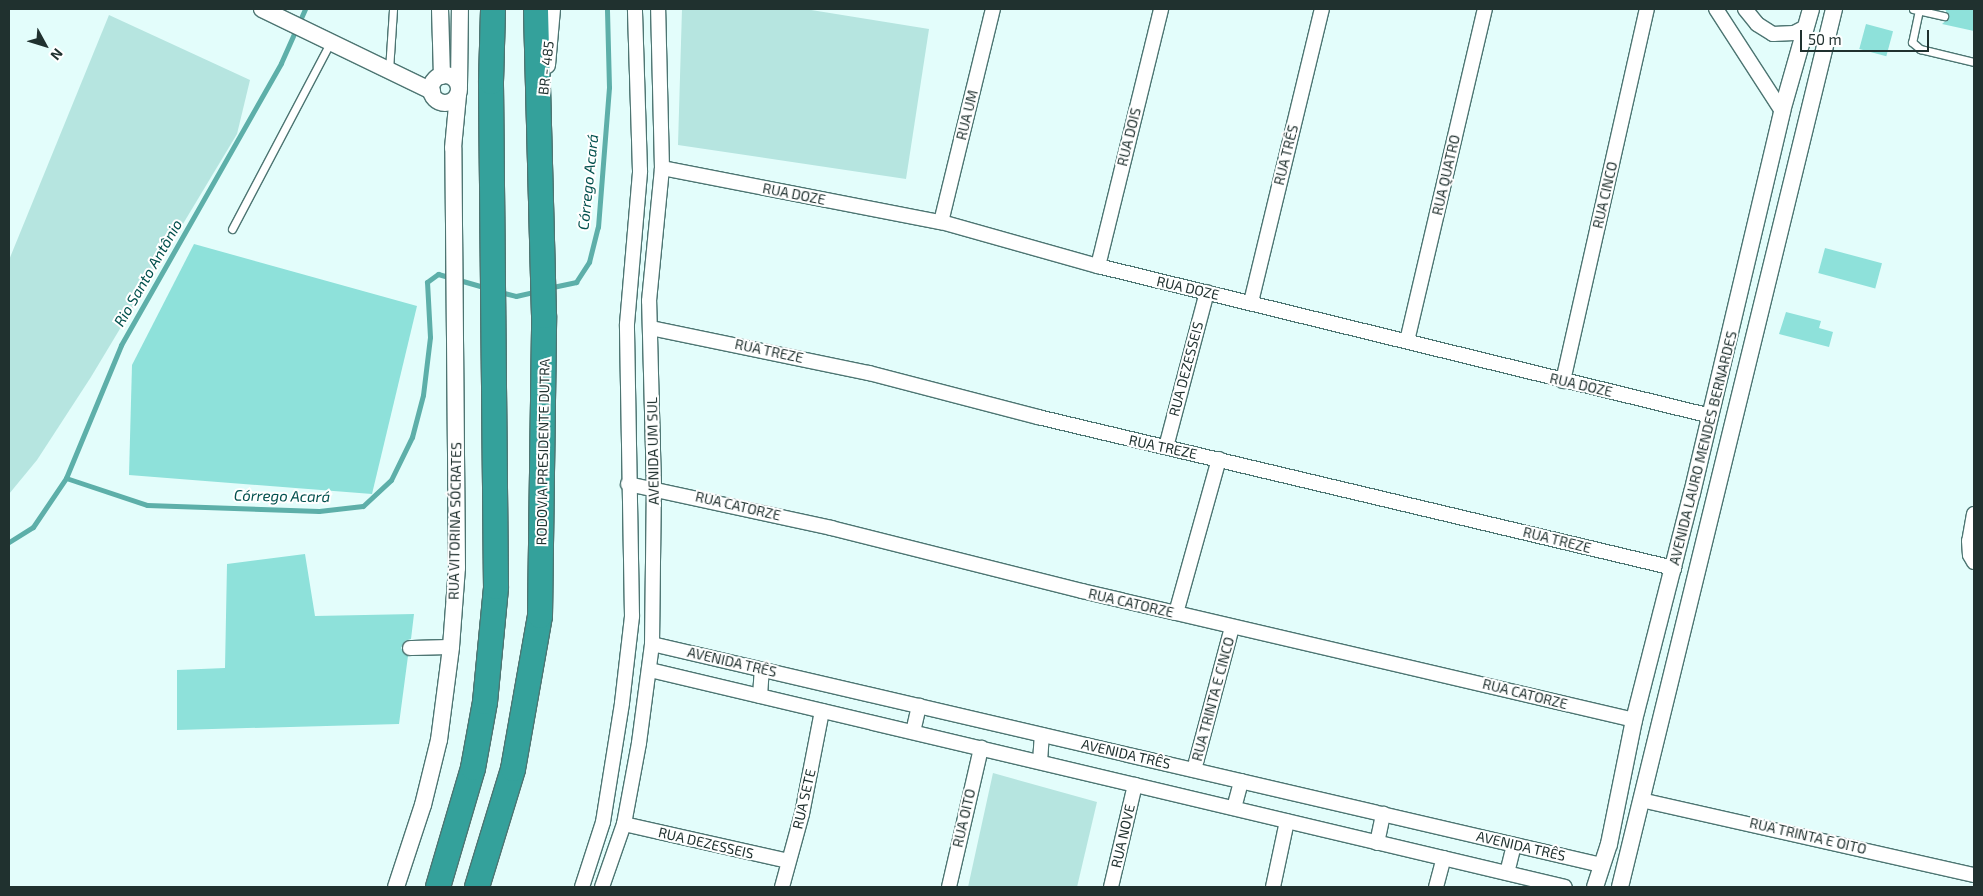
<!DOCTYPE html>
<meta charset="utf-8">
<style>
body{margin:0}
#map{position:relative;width:1983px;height:896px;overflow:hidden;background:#e3fdfb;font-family:"Exo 2",sans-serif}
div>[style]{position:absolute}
.green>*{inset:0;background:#b6e5e0}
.stream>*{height:5px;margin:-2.5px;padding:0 2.5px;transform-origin:2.5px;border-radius:2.5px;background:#5dafa9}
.building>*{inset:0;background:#8ee1da;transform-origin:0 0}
.roads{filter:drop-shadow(1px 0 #4d7572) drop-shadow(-1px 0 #4d7572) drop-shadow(0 1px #4d7572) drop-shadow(0 -1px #4d7572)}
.service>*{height:7px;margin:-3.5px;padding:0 3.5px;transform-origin:3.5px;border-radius:3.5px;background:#fff}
.minor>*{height:14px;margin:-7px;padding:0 7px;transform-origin:7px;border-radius:7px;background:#fff}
.tertiary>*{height:16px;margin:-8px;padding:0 8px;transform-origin:8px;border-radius:8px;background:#fff}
.tertiary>.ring{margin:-8px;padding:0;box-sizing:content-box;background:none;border:16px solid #fff;border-radius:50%}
.motorway>*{height:24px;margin:-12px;padding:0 12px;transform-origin:12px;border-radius:12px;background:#34a19b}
span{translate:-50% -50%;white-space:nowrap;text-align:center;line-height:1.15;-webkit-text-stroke:4px #fff;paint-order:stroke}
.street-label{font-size:14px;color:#20312f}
.water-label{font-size:15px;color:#02504d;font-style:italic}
.frame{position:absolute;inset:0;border:10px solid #20312f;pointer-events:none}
.north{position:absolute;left:20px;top:20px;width:50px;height:50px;-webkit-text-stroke:4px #fff;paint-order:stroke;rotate:129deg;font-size:14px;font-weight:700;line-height:20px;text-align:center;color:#20312f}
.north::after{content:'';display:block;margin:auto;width:18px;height:22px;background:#20312f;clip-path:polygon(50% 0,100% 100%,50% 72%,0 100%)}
.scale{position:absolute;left:1800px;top:30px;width:129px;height:22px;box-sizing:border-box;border:2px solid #20312f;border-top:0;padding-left:6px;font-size:15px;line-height:18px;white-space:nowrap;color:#20312f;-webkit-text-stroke:4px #fff;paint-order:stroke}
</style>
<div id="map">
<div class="green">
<div style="clip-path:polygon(682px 9px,805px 9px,929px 29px,906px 179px,678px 145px)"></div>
<div style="clip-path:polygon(109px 15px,250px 80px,237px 134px,91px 377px,37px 460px,9px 494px,9px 260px)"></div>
<div style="clip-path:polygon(993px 773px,1097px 802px,1077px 887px,968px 887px)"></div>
</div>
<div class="stream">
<div style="left:548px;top:288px;width:29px;rotate:-12deg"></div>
<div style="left:576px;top:282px;width:24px;rotate:-57deg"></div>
<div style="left:589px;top:262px;width:36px;rotate:-76deg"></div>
<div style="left:598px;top:227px;width:140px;rotate:-85.5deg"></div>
<div style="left:609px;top:87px;width:78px;rotate:-91.5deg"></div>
<div style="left:500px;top:292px;width:16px;rotate:14deg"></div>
<div style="left:516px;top:296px;width:23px;rotate:-13deg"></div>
<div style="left:66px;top:478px;width:85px;rotate:18.4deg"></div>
<div style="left:147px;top:505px;width:172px;rotate:2deg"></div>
<div style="left:319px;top:511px;width:44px;rotate:-6.5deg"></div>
<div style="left:363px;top:506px;width:38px;rotate:-43deg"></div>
<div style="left:391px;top:480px;width:48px;rotate:-64deg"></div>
<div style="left:412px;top:437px;width:43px;rotate:-75.3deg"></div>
<div style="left:423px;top:395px;width:58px;rotate:-83.1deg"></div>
<div style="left:430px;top:337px;width:55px;rotate:-93.1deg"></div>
<div style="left:427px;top:282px;width:14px;rotate:-36deg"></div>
<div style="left:438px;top:274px;width:51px;rotate:15.9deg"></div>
<div style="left:9px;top:542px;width:28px;rotate:-32deg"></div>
<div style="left:33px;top:527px;width:59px;rotate:-56deg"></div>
<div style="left:66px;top:478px;width:144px;rotate:-67.5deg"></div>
<div style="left:121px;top:345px;width:324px;rotate:-60.4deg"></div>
<div style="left:281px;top:63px;width:59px;rotate:-66deg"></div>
</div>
<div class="building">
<div style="clip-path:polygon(1945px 9px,1974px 9px,1974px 31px,1942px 24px,1949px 18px)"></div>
<div style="left:1866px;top:24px;width:28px;height:26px;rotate:15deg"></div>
<div style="clip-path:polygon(194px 244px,417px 306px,372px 494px,129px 475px,132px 365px)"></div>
<div style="left:1825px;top:248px;width:59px;height:26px;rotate:15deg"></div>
<div style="clip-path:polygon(1786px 312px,1821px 321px,1819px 328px,1833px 332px,1829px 347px,1779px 334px)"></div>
<div style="clip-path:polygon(305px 554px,315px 616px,414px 614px,411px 639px,405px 641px,401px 648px,408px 656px,399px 724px,177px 730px,177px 670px,225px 668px,227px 564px)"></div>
</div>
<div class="roads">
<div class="service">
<div style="left:1913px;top:9px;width:32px;rotate:13deg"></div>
<div style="left:1919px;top:10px;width:33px;rotate:102deg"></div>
<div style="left:1912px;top:42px;width:11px;rotate:41deg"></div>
<div style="left:1920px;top:49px;width:56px;rotate:13.5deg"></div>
<div style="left:389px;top:70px;width:61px;rotate:-86.2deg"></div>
<div style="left:232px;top:229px;width:210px;rotate:-62.2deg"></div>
</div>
<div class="minor">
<div style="left:1716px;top:9px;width:121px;rotate:57.1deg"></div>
<div style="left:1745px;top:9px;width:19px;rotate:51deg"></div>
<div style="left:1757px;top:24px;width:19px;rotate:32deg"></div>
<div style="left:1773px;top:34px;width:21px;rotate:-3deg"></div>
<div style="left:1794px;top:33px;width:13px;rotate:-27deg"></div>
<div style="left:662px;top:168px;width:284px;rotate:11deg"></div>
<div style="left:941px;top:222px;width:163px;rotate:15.7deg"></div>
<div style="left:1098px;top:266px;width:631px;rotate:13.75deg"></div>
<div style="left:941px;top:222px;width:219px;rotate:-76.3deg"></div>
<div style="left:1098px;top:266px;width:265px;rotate:-76.2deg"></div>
<div style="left:1251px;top:302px;width:301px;rotate:-76.4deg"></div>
<div style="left:651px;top:328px;width:223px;rotate:11.7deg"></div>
<div style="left:869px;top:373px;width:175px;rotate:14.6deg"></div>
<div style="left:1038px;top:417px;width:654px;rotate:13.36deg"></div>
<div style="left:1407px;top:341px;width:341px;rotate:-76.8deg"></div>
<div style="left:1563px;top:381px;width:381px;rotate:-77.3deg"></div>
<div style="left:1166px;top:447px;width:160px;rotate:-75.2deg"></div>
<div style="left:628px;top:484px;width:208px;rotate:12.2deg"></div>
<div style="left:831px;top:528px;width:259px;rotate:14.1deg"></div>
<div style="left:1082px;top:591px;width:567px;rotate:13.15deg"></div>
<div style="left:1974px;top:514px;width:27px;rotate:100deg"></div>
<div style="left:1969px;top:541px;width:14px;rotate:86deg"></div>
<div style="left:1970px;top:555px;width:8px;rotate:60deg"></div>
<div style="left:1176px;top:613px;width:160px;rotate:-74.4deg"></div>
<div style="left:652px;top:644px;width:974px;rotate:13.11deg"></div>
<div style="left:410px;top:648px;width:41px;rotate:-1.4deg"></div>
<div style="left:650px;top:670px;width:940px;rotate:13.34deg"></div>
<div style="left:760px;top:696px;width:27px;rotate:-86deg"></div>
<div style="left:913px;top:732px;width:27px;rotate:-77deg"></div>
<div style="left:1040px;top:762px;width:27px;rotate:-86deg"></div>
<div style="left:1194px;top:770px;width:148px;rotate:-75.1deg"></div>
<div style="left:1641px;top:800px;width:341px;rotate:12.7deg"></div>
<div style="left:1234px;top:808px;width:28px;rotate:-75deg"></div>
<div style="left:624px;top:824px;width:168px;rotate:12.7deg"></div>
<div style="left:1377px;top:843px;width:30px;rotate:-78deg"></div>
<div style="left:1507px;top:873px;width:29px;rotate:-76deg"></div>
<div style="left:582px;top:887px;width:68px;rotate:-72.1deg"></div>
<div style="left:603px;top:822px;width:121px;rotate:-80.9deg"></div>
<div style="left:622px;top:703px;width:88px;rotate:-83.4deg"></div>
<div style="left:632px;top:616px;width:292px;rotate:-91deg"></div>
<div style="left:627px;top:324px;width:154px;rotate:-85.1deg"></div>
<div style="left:640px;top:171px;width:162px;rotate:-91.8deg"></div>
<div style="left:602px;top:887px;width:67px;rotate:-70.8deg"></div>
<div style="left:624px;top:824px;width:82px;rotate:-79.5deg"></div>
<div style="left:639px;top:743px;width:100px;rotate:-82.5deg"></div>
<div style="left:652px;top:644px;width:156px;rotate:-89.3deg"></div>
<div style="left:654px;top:488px;width:187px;rotate:-91.5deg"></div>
<div style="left:649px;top:301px;width:134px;rotate:-84.4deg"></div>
<div style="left:662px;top:168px;width:159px;rotate:-91.4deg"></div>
<div style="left:782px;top:887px;width:76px;rotate:-74.7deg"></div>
<div style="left:802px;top:814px;width:105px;rotate:-79deg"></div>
<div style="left:949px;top:887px;width:143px;rotate:-77deg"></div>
<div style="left:1111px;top:887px;width:105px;rotate:-76.8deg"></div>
<div style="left:1273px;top:887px;width:67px;rotate:-78deg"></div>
<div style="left:1436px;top:887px;width:30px;rotate:-75deg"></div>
</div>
<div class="tertiary">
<div style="left:262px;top:9px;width:189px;rotate:25.8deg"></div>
<div style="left:440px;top:9px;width:67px;rotate:88.3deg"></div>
<div style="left:547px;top:65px;width:56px;rotate:-84.9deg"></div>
<div class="ring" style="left:431px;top:75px;width:12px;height:12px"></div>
<div style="left:459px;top:86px;width:77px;rotate:-89.3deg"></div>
<div style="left:396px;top:887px;width:86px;rotate:-71.8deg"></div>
<div style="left:423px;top:805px;width:67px;rotate:-76.2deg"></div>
<div style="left:439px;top:740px;width:94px;rotate:-82.6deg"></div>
<div style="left:451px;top:647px;width:79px;rotate:-85.7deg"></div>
<div style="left:457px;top:568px;width:420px;rotate:-90.5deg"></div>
<div style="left:453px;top:148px;width:53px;rotate:-84.6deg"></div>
<div style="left:1595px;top:887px;width:45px;rotate:-72deg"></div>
<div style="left:1609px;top:844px;width:126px;rotate:-78.6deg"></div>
<div style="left:1634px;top:720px;width:234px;rotate:-75.7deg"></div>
<div style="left:1692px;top:493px;width:392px;rotate:-76.7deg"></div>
<div style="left:1782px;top:111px;width:106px;rotate:-74.1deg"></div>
<div style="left:1620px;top:887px;width:904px;rotate:-76.3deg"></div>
</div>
<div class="motorway">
<div style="left:438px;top:887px;width:124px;rotate:-73.6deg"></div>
<div style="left:473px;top:768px;width:67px;rotate:-79.7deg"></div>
<div style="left:485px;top:702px;width:116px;rotate:-84.5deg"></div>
<div style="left:496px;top:587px;width:505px;rotate:-90.57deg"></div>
<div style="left:491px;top:82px;width:73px;rotate:-88.4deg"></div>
<div style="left:477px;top:887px;width:123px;rotate:-73deg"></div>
<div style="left:513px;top:769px;width:155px;rotate:-80deg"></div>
<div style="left:540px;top:616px;width:300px;rotate:-89.2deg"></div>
<div style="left:544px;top:316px;width:307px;rotate:-91.5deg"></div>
</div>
</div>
<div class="street-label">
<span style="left:546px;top:68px;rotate:-84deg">BR - 485</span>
<span style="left:967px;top:115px;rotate:-76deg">RUA UM</span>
<span style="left:1129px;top:137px;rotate:-76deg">RUA DOIS</span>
<span style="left:1286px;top:155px;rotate:-76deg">RUA TRÊS</span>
<span style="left:1446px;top:175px;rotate:-77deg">RUA QUATRO</span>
<span style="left:794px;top:194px;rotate:11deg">RUA DOZE</span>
<span style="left:1605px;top:195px;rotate:-77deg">RUA CINCO</span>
<span style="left:1188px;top:288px;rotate:13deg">RUA DOZE</span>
<span style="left:769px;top:351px;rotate:12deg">RUA TREZE</span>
<span style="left:1186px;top:369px;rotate:-75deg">RUA DEZESSEIS</span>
<span style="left:1581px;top:385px;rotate:13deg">RUA DOZE</span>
<span style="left:1163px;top:447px;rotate:12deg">RUA TREZE</span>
<span style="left:1703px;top:448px;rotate:-76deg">AVENIDA LAURO MENDES BERNARDES</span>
<span style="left:653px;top:451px;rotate:-91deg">AVENIDA UM SUL</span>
<span style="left:543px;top:452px;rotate:-89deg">RODOVIA PRESIDENTE DUTRA</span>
<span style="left:738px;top:506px;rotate:13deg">RUA CATORZE</span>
<span style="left:455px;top:521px;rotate:-89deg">RUA VITORINA SÓCRATES</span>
<span style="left:1557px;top:540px;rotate:14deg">RUA TREZE</span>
<span style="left:1131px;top:603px;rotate:13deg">RUA CATORZE</span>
<span style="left:732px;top:662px;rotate:13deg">AVENIDA TRÊS</span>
<span style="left:1525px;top:694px;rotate:14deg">RUA CATORZE</span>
<span style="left:1213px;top:699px;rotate:-75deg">RUA TRINTA E CINCO</span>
<span style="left:1126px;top:754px;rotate:13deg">AVENIDA TRÊS</span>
<span style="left:804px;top:799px;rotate:-77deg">RUA SETE</span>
<span style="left:964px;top:818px;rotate:-77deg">RUA OITO</span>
<span style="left:1123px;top:836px;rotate:-77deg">RUA NOVE</span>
<span style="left:1808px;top:836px;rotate:13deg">RUA TRINTA E OITO</span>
<span style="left:706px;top:843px;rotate:13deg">RUA DEZESSEIS</span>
<span style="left:1521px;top:846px;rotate:13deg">AVENIDA TRÊS</span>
</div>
<div class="water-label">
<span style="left:588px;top:182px;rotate:-84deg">Córrego Acará</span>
<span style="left:148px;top:273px;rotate:-60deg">Rio Santo Antônio</span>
<span style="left:282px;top:496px;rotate:1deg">Córrego Acará</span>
</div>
<div class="frame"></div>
<div class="north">N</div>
<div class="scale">50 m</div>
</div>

▶ [What is being asked] In the entries above, identify every line with the word "stream". Copy those lines.

▶ [Solution below]
.stream>*{height:5px;margin:-2.5px;padding:0 2.5px;transform-origin:2.5px;border-radius:2.5px;background:#5dafa9}
<div class="stream">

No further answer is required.